TrackOcc: Camera-based 4D Panoptic Occupancy Tracking
This addresses the need for advanced autonomous systems to have spatial comprehensiveness and temporal consistency in perception, though it appears incremental as it builds on existing tasks like 3D object tracking and semantic occupancy prediction.
The paper tackles the problem of achieving comprehensive and consistent dynamic scene understanding from camera input by introducing a new task, Camera-based 4D Panoptic Occupancy Tracking, and proposes TrackOcc, an end-to-end method that achieves state-of-the-art performance on the Waymo dataset.
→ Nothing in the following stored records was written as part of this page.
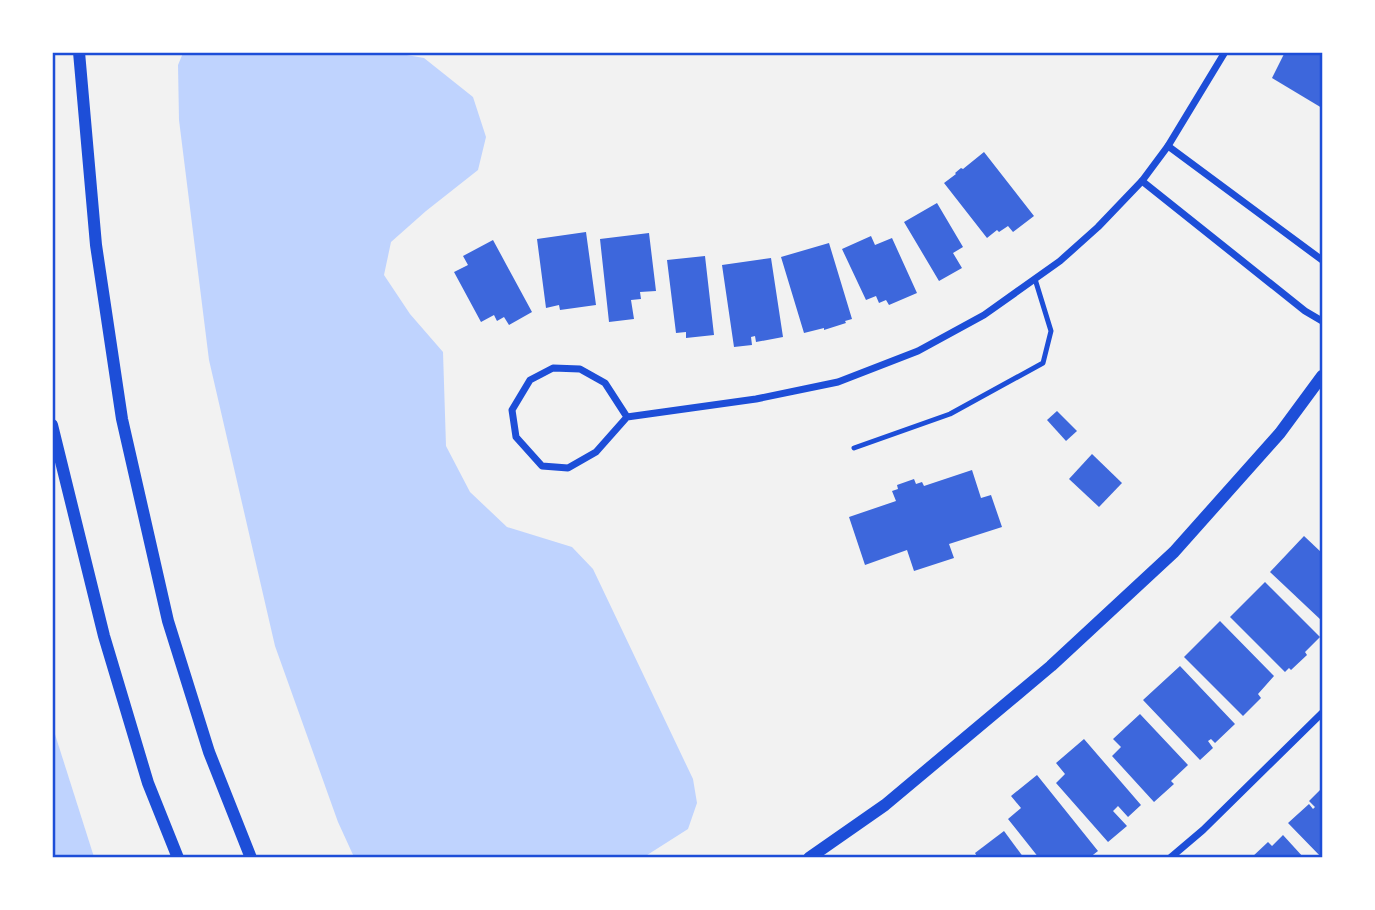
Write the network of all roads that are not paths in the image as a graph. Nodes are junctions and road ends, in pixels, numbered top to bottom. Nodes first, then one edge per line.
1 (79, 52) edge
2 (1225, 52) edge
3 (1168, 146) junction
4 (1142, 181) junction
5 (1322, 260) edge
6 (1035, 279) junction
7 (1322, 321) edge
8 (1322, 376) edge
9 (627, 417) junction
10 (52, 425) edge
11 (854, 448) dead end
12 (1322, 713) edge
13 (178, 858) edge
14 (251, 858) edge
15 (809, 858) edge
16 (1170, 858) edge

1 - 14 street
2 - 3 street
3 - 4 street
3 - 5 street
4 - 6 street
4 - 7 street
6 - 9 street
6 - 11 lane
8 - 15 street
9 - 9 street
10 - 13 street
12 - 16 street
Comprehensive and consistent dynamic scene understanding from camera input is essential for advanced autonomous systems. Traditional camera-based perception tasks like 3D object tracking and semantic occupancy prediction lack either spatial comprehensiveness or temporal consistency. In this work, we introduce a brand-new task, Camera-based 4D Panoptic Occupancy Tracking, which simultaneously addresses panoptic occupancy segmentation and object tracking from camera-only input. Furthermore, we propose TrackOcc, a cutting-edge approach that processes image inputs in a streaming, end-to-end manner with 4D panoptic queries to address the proposed task. Leveraging the localization-aware loss, TrackOcc enhances the accuracy of 4D panoptic occupancy tracking without bells and whistles. Experimental results demonstrate that our method achieves state-of-the-art performance on the Waymo dataset. The source code will be released at https://github.com/Tsinghua-MARS-Lab/TrackOcc.